REQUIREMENT ->
Copy each line containing "than" from the listing below.

MATERIAL TO PROCESS ->
-- Opening Marker --
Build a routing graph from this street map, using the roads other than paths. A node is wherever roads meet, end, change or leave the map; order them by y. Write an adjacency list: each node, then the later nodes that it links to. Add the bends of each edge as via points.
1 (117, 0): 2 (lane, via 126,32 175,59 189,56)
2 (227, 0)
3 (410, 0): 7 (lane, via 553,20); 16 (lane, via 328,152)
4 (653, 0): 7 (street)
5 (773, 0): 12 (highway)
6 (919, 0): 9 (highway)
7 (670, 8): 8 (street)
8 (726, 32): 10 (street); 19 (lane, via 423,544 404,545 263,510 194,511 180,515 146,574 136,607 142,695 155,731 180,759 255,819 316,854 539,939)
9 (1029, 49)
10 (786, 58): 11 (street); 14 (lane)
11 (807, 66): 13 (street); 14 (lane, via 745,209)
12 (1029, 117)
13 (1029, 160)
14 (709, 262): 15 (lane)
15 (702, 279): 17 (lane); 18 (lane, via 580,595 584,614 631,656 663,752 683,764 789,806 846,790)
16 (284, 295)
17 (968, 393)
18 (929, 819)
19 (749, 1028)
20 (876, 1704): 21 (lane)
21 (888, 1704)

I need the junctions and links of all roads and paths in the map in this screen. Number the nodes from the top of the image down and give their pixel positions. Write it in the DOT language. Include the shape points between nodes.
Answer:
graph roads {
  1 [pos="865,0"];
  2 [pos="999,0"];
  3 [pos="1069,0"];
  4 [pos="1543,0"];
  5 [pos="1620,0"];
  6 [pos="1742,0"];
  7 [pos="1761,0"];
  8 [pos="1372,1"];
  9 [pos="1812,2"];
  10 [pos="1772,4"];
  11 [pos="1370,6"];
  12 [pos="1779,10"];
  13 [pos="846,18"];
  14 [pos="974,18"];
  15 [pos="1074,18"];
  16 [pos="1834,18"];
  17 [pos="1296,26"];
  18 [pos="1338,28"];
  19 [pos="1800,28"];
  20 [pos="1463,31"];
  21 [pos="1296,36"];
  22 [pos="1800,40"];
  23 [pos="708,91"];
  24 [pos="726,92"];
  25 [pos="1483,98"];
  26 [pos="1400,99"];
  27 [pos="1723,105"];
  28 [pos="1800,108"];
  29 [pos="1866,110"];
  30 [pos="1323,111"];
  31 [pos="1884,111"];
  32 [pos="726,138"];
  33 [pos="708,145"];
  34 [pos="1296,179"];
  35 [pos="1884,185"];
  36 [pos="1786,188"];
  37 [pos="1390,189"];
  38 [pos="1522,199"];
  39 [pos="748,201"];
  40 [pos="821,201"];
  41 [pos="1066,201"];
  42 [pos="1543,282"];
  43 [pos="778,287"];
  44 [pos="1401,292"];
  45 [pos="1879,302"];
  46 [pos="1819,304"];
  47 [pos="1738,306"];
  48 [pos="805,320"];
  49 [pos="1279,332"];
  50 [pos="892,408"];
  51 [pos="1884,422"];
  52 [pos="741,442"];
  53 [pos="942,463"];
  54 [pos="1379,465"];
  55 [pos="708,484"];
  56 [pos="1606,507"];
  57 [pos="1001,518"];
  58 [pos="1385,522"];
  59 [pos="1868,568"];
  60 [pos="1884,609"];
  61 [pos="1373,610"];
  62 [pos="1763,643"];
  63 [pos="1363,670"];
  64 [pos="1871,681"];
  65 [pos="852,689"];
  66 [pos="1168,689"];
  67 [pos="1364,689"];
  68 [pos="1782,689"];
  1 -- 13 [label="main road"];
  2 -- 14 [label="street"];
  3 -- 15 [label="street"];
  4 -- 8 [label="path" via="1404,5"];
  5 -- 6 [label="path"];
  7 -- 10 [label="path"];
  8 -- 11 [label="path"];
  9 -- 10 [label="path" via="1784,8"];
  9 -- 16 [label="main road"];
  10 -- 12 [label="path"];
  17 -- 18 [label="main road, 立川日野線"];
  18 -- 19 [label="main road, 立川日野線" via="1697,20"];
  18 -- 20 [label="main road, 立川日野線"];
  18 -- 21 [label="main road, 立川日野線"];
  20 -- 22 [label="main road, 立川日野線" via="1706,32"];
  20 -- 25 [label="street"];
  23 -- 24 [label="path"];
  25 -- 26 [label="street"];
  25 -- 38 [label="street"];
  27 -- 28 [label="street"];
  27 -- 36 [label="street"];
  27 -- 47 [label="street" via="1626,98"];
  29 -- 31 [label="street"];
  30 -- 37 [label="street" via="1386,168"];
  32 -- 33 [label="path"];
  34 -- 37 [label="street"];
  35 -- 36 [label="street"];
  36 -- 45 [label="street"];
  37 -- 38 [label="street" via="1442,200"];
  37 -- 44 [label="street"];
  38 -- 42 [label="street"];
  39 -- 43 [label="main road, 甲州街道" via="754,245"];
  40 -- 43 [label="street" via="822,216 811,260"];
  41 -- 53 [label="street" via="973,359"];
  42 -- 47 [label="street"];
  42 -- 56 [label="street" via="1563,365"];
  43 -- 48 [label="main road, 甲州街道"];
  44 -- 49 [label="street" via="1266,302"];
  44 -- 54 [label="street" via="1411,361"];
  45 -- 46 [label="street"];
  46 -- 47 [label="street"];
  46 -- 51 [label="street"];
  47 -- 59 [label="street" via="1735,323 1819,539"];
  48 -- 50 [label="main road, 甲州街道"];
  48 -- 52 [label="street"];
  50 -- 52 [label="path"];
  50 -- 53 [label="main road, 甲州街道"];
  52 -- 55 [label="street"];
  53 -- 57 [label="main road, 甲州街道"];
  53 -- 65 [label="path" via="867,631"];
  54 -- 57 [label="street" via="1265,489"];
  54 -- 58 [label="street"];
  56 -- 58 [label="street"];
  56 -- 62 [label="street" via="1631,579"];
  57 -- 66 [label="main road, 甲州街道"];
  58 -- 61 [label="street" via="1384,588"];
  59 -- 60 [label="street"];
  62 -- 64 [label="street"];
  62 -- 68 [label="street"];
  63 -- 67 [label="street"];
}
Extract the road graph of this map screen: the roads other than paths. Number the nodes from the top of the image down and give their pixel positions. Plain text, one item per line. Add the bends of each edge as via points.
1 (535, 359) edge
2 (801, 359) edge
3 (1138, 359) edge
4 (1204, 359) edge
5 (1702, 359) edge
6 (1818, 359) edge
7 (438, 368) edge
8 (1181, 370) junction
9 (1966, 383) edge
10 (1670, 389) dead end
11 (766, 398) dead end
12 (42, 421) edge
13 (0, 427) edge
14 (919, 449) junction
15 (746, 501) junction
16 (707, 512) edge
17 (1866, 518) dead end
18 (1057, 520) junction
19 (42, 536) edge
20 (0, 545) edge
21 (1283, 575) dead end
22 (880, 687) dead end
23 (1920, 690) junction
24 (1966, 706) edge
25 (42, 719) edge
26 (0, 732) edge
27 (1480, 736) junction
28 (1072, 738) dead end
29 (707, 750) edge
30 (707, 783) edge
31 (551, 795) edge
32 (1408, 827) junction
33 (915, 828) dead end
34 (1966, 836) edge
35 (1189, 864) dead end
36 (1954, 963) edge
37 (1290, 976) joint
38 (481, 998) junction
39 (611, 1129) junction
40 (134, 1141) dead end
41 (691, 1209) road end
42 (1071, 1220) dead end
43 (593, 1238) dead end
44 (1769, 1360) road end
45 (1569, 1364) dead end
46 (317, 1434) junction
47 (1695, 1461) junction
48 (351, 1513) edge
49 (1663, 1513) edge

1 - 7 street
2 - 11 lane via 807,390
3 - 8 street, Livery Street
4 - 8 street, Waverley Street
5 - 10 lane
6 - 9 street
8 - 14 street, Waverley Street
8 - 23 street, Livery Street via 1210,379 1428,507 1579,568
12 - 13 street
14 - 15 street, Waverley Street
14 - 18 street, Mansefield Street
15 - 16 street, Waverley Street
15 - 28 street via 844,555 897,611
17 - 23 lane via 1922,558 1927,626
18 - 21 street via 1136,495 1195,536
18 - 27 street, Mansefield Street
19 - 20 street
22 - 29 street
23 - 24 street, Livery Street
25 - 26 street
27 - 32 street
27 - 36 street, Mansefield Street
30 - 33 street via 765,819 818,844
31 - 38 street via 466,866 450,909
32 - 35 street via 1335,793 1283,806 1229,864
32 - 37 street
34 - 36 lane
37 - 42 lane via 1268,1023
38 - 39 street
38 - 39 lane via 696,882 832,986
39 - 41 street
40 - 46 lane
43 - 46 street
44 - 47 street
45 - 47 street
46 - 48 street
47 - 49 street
-- Closing Marker --
ANSWER ->
Build a routing graph from this street map, using the roads other than paths. A node is wherever roads meet, end, change or leave the map; order them by y. Write an adjacency list: each node, then the later nodes that it links to. Add the bends of each edge as via points.
Extract the road graph of this map screen: the roads other than paths. Number the nodes from the top of the image down and give their pixel positions. Plain text, one item per line. Add the bends of each edge as via points.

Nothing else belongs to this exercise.